(Saved data entries)
....
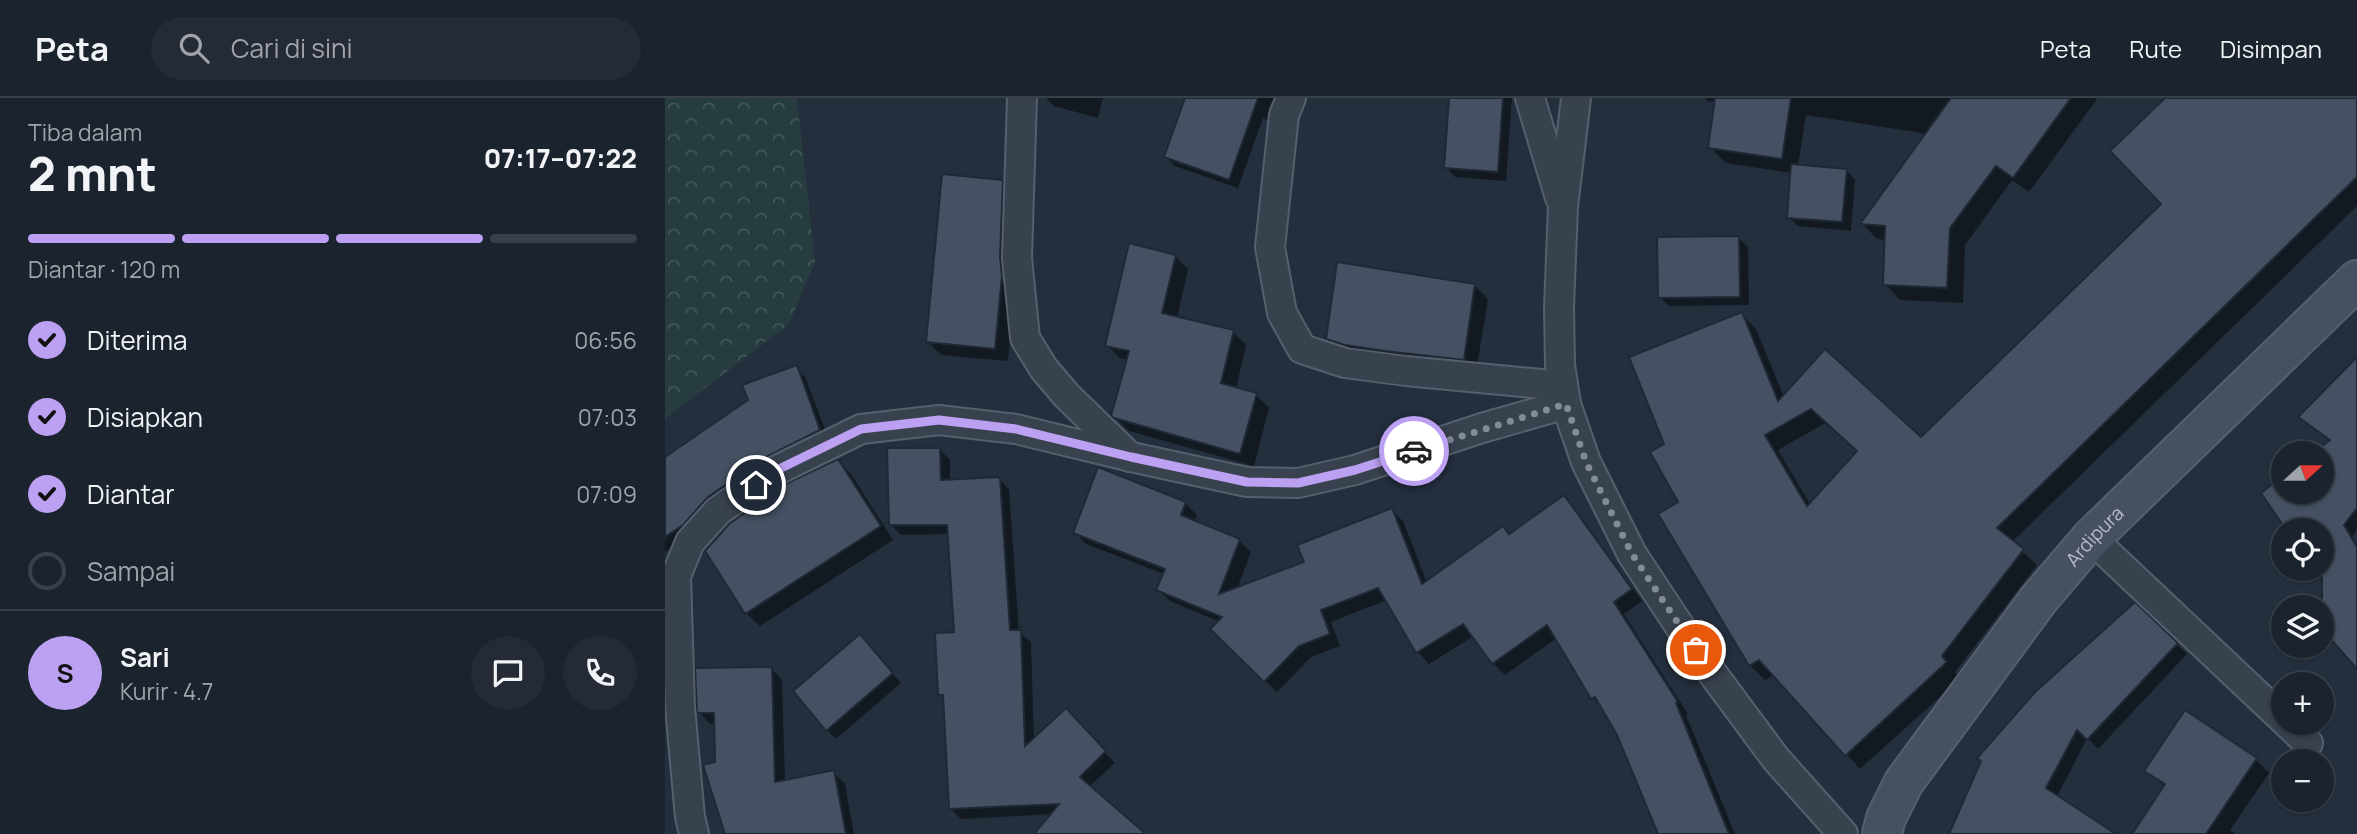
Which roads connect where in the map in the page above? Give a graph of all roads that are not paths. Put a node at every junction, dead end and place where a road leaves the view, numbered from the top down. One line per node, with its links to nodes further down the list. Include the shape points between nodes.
1 (1022, 98): 8 (street, via 1017,258 1025,338 1067,396)
2 (1291, 98): 7 (street, via 1284,115 1270,247 1282,313 1302,349 1345,363)
3 (1530, 98): 5 (street)
4 (1576, 98): 5 (street)
5 (1563, 207): 7 (street, via 1559,307)
6 (2357, 280): 9 (street, Ardipura)
7 (1565, 395): 8 (street, via 1355,470 1298,483 1247,482); 15 (street, via 1586,462 1632,554 1776,759)
8 (1131, 457): 10 (street, via 1016,429 939,420 861,429 775,471 718,511 690,542)
9 (2091, 538): 11 (street); 16 (street, Ardipura, via 2039,599 1904,782)
10 (671, 578): 14 (street)
11 (2271, 708)
12 (2300, 735): 13 (street)
13 (2308, 743)
14 (694, 834)
15 (1843, 834)
16 (1882, 834)

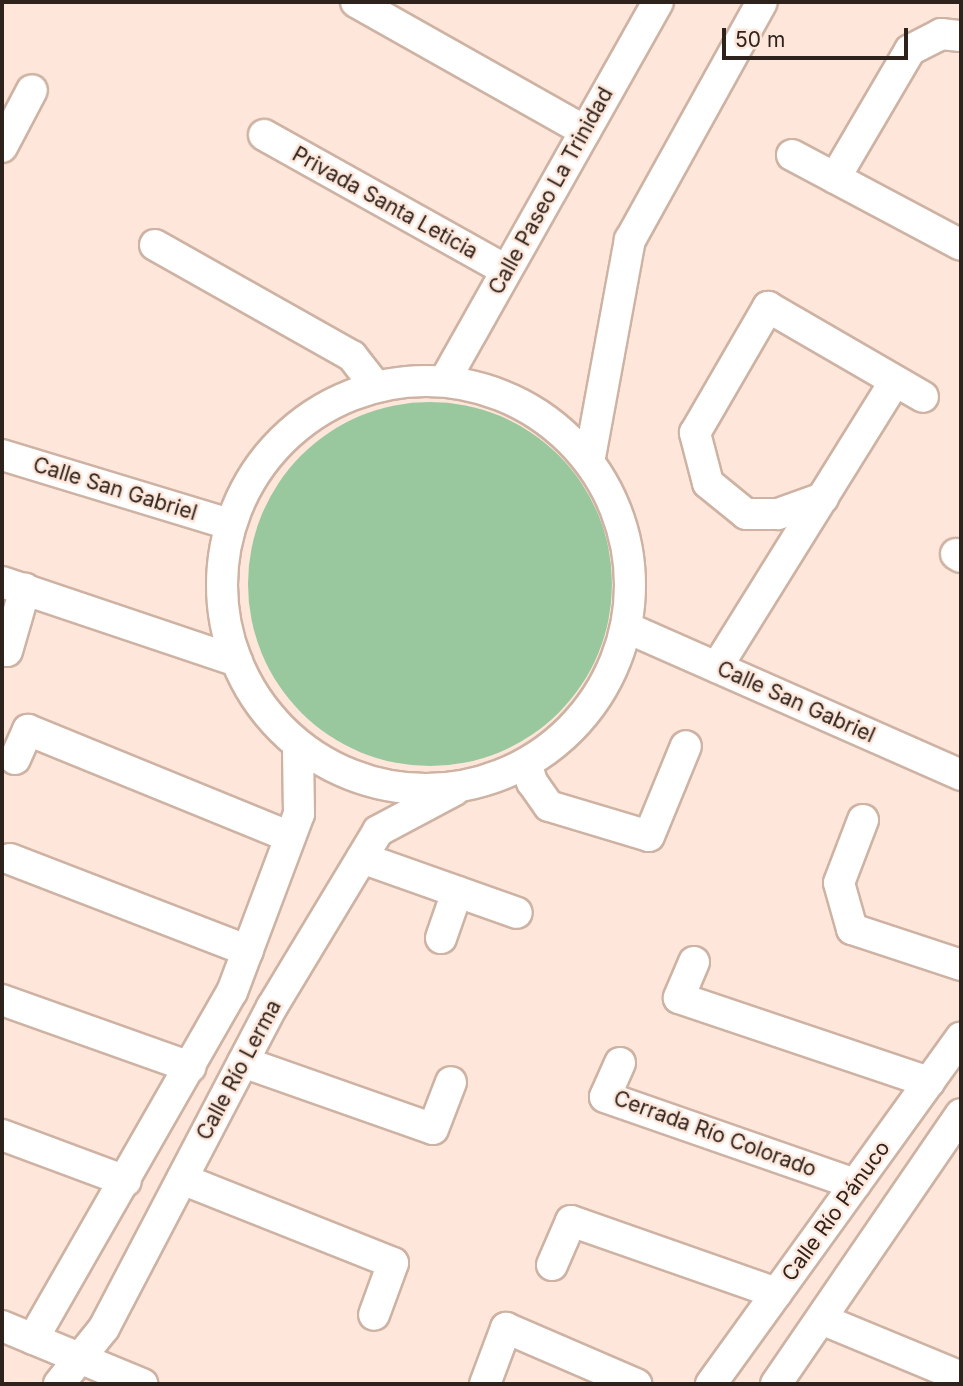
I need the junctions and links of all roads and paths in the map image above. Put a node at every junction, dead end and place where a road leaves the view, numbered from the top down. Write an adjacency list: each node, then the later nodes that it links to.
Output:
....
Word for word, please reproduce each entry above and leave out every picture.

Which roads connect where in the map in the page above? Give a graph of all roads that are not paths. Put a node at every junction, dead end and place where a road leaves the view, numbered from the top down. One line per node, with its links to nodes further down the list. Include the shape points between nodes.
1 (1022, 98): 8 (street, via 1017,258 1025,338 1067,396)
2 (1291, 98): 7 (street, via 1284,115 1270,247 1282,313 1302,349 1345,363)
3 (1530, 98): 5 (street)
4 (1576, 98): 5 (street)
5 (1563, 207): 7 (street, via 1559,307)
6 (2357, 280): 9 (street, Ardipura)
7 (1565, 395): 8 (street, via 1355,470 1298,483 1247,482); 15 (street, via 1586,462 1632,554 1776,759)
8 (1131, 457): 10 (street, via 1016,429 939,420 861,429 775,471 718,511 690,542)
9 (2091, 538): 11 (street); 16 (street, Ardipura, via 2039,599 1904,782)
10 (671, 578): 14 (street)
11 (2271, 708)
12 (2300, 735): 13 (street)
13 (2308, 743)
14 (694, 834)
15 (1843, 834)
16 (1882, 834)

I need the junctions and links of all roads and paths in the map image above. Put a node at every junction, dead end and place where a road leaves the view, numbered from the top down. Write an adjacency list: each node, then the later nodes that it links to.
Output:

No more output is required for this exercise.